Nascido em 1981, Rabat, que conquistou o GP Derby Paulista e a Copa Brasil Estados Unidos, tem uma história que bem poucos conhecem. Pouco antes de correr o GP Brasil, sua proprietária recebeu uma proposta de venda, vinda dos Estados Unidos, de 3,5 milhões de dólares. Diante de sua recusa, a oferta aumentou para 4 milhões – proposta irrecusável que foi novamente recusada por uma D.Margarida já brava com tanta insistência. “Aí eu recebi um buquê de flores com um pedido de desculpas e outro pedido: a senhora não teria, por acaso, um irmão próprio dele... Um dia antes do GP Brasil, Rabat pisou numa pedra e acabou não correndo. Esperamos dois meses por sua recuperação. Aí ele correu mais uma e foi levado para o haras”.
Este filho de Rabat, que traz Risota por parte de pai e mãe, é fruto do trabalho de D.Margarida: “Meu marido nunca fez imbreeding, mas eu acho que um pouquinho não faz mal nenhum”, diz ela, que na época de Henrique Lara limitava-se a escolher os nomes dos potros. Para por em prática seus cruzamentos, a criadora conta atualmente com um plantel de 40 éguas, a maior parte filhas de Earldom II e Tratteggio, cujo número “deve ser sensivelmente diminuído. O ideal é baixar para 35 matrizes”, prevê.
ATUAÇÃO POLÍTICA
Margarida Lara divide seu tempo entre os negócios do escritório localizado no centro antigo da capital e a militância política. Monarquista convicta, trabalhou durante o plebiscito para a escolha da forma e sistema de governo: “Pena que não tivemos mais tempo para mostrar o que um rei poderia fazer pelo País. Do contrário, o resultado seria outro”, lamenta. No turfe, sua atuação política não é menor, tendo sempre participado ativamente das eleições no Jockey Club de São Paulo e Brasileiro.
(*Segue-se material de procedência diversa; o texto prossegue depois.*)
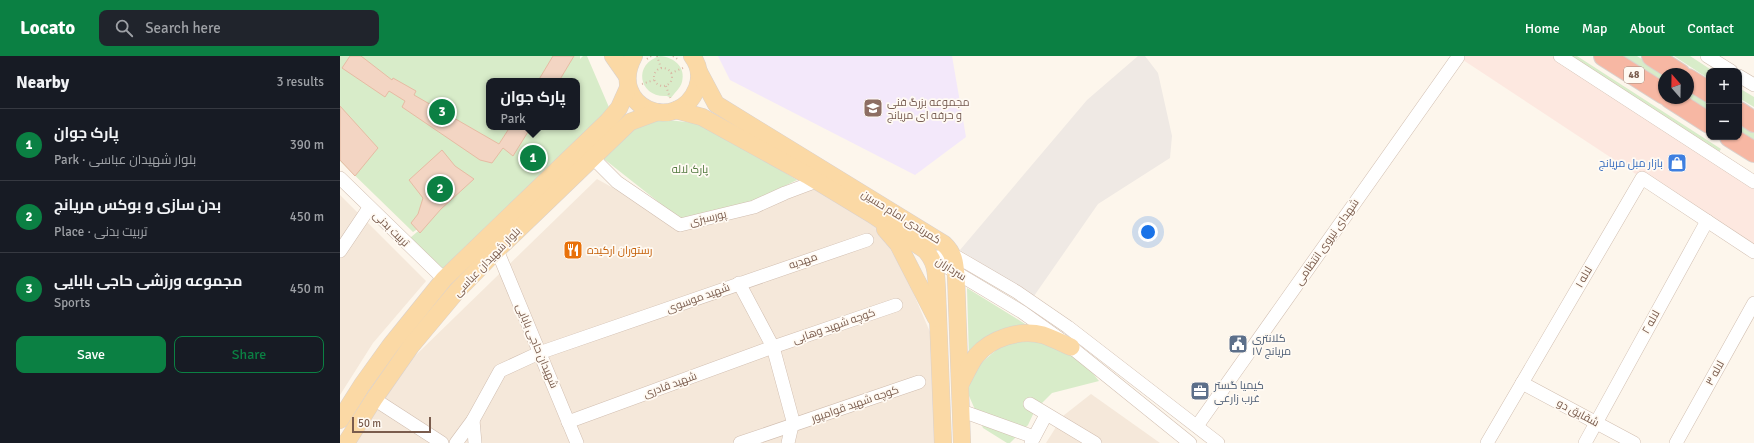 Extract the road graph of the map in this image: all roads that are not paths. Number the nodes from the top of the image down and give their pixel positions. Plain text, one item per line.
1 (613, 56) edge
2 (1560, 56) edge
3 (1604, 56) edge
4 (1652, 56) edge
5 (1707, 56) edge
6 (1458, 58) dead end
7 (638, 59) edge
8 (690, 67) edge
9 (1671, 68) edge
10 (1727, 68) edge
11 (1742, 78) edge
12 (632, 83) junction
13 (1694, 83) edge
14 (1754, 85) edge
15 (1658, 90) edge
16 (1706, 90) edge
17 (668, 104) junction
18 (1679, 104) edge
19 (1742, 114) edge
20 (1706, 121) edge
21 (1754, 122) edge
22 (1735, 140) edge
23 (1754, 152) edge
24 (592, 157) junction
25 (340, 178) edge
26 (817, 181) junction
27 (1754, 182) edge
28 (369, 208) junction
29 (873, 215) junction
30 (1707, 221) junction
31 (868, 240) dead end
32 (497, 250) junction
33 (340, 251) edge
34 (1754, 252) edge
35 (952, 254) junction
36 (932, 258) junction
37 (956, 272) junction
38 (444, 279) junction
39 (739, 283) junction
40 (457, 291) junction
41 (1754, 303) edge
42 (896, 305) dead end
43 (939, 326) junction
44 (773, 347) junction
45 (1071, 347) junction
46 (539, 353) junction
47 (919, 382) dead end
48 (961, 383) junction
49 (1522, 383) junction
50 (374, 399) junction
51 (1030, 404) dead end
52 (962, 411) junction
53 (1046, 415) junction
54 (340, 420) edge
55 (473, 420) junction
56 (568, 422) junction
57 (1596, 423) junction
58 (1197, 426) junction
59 (791, 427) junction
60 (1032, 440) edge
61 (346, 443) edge
62 (442, 443) edge
63 (456, 443) edge
64 (475, 443) edge
65 (577, 443) edge
66 (740, 443) edge
67 (788, 443) edge
68 (942, 443) edge
69 (962, 443) edge
70 (1095, 443) edge
71 (1190, 443) edge
72 (1218, 443) edge
73 (1487, 443) edge
74 (1585, 443) edge
75 (1634, 443) edge
76 (1676, 443) edge

1 - 12 main road
2 - 27 street
3 - 15 highway, 48
4 - 9 highway, 48
5 - 10 street
6 - 58 street, شهدای نیروی انتظامی
7 - 12 main road, بلوار شهیدان عباسی
8 - 17 main road, بلوار شهیدان عباسی
8 - 35 main road, کمربندی امام حسین
11 - 14 street
12 - 17 main road, کمربندی امام حسین
12 - 38 main road, بلوار شهیدان عباسی
13 - 16 highway
17 - 24 main road, بلوار شهیدان عباسی
17 - 26 main road, کمربندی امام حسین
18 - 20 highway
19 - 21 highway
22 - 23 highway
24 - 26 street, پورسبزی
24 - 32 main road, بلوار شهیدان عباسی
25 - 28 street, تربیت بدنی
26 - 29 main road, کمربندی امام حسین
28 - 33 street
28 - 38 street, تربیت بدنی
29 - 36 main road, کمربندی امام حسین
29 - 43 main road
30 - 34 street
30 - 49 street, لاله ۱
30 - 57 street, لاله ۲
31 - 39 street, مهدیه
32 - 40 main road, بلوار شهیدان عباسی
32 - 46 street, شهیدان حاجی بابایی
35 - 36 street, سرداران
35 - 37 main road
35 - 58 street, سرداران
36 - 37 street, سرداران
36 - 43 main road, کمربندی امام حسین
37 - 45 street, سرداران
37 - 48 main road
38 - 40 main road
38 - 54 main road, بلوار شهیدان عباسی
39 - 44 street, شهید موسوی
39 - 46 street, شهید موسوی
40 - 50 main road, بلوار شهیدان عباسی
41 - 76 street, لاله ۳
42 - 44 street, کوچه شهید وهابی
43 - 68 main road, کمربندی امام حسین
44 - 56 street, شهید قادری
44 - 59 street, شهید موسوی
45 - 48 main road
45 - 71 street, سرداران
46 - 55 street, شهید موسوی
46 - 56 street, شهیدان حاجی بابایی
47 - 59 street, کوچه شهید قوامپور
48 - 52 main road
49 - 57 street, شقایق دو
49 - 73 street, لاله ۱
50 - 61 main road, بلوار شهیدان عباسی
50 - 62 street
51 - 53 street
52 - 60 street
52 - 69 main road
53 - 60 street
53 - 70 street
55 - 63 street, شهید موسوی
55 - 64 street
56 - 65 street, شهیدان حاجی بابایی
57 - 74 street, لاله ۲
57 - 75 street, شقایق دو
58 - 72 street, سرداران
59 - 66 street, کوچه شهید قوامپور
59 - 67 street, شهید موسوی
Uma de suas maiores queixas no momento também o é de muitos outros criadores e proprietários, e se refere ao preço do trato e sua relação com os prêmios pagos em Cidade Jardim e Gávea. Margarida Lara acha difícil ver seu haras brigando novamente pelas estatísticas: “Não dá para competir com aqueles que têm 100 ou 200 éguas. Só se eu ganhar um GP Brasil ou São Paulo. Acho que deveria haver critério diferente, talvez baseado na eficiência e não na quantidade”, defende. Por outro lado, ela mesma reconhece o período negativo pelo qual passou seu haras: “Tivemos anos muito ruins, mas conseguimos reverter a situação. Agora eu estou contente”, finaliza otimista a conhecida criadora.
D. Margarida Polak Lara é um dos baluartes do turfe brasileiro. Certo dia, em reunião na sede da ABCPCC, ela participou de um grupo que recebeu o então tesoureiro do JCSP, o hoje inesquecível, Oscar Faria Pacheco Borges, que lá foi defender a posição do JCSP em relação as premiações, alegando um mau momento financeiro tendo o clube inclusive compromissos atrazados nos pagamentos de prêmios. D. Margarida perguntou qual o montante desde compromisso passado e recebeu como resposta um número significativo, sendo que aproximadamente 80% eram de contas pequenas de pequenos proprietários, isso representando aproximadamente Cem Mil Reais. O grande valor de 80% era de poucos proprietários maiores. D. Margarida simplesmente disse que os Cem Mil Reais, representativos dos 80% de proprietários menores, ela naquele momento doava ao JCSP ficando assim sanados os créditos dos pequenos. Nessa reunião ficou mais uma vez constatada a grandeza da grande turfista.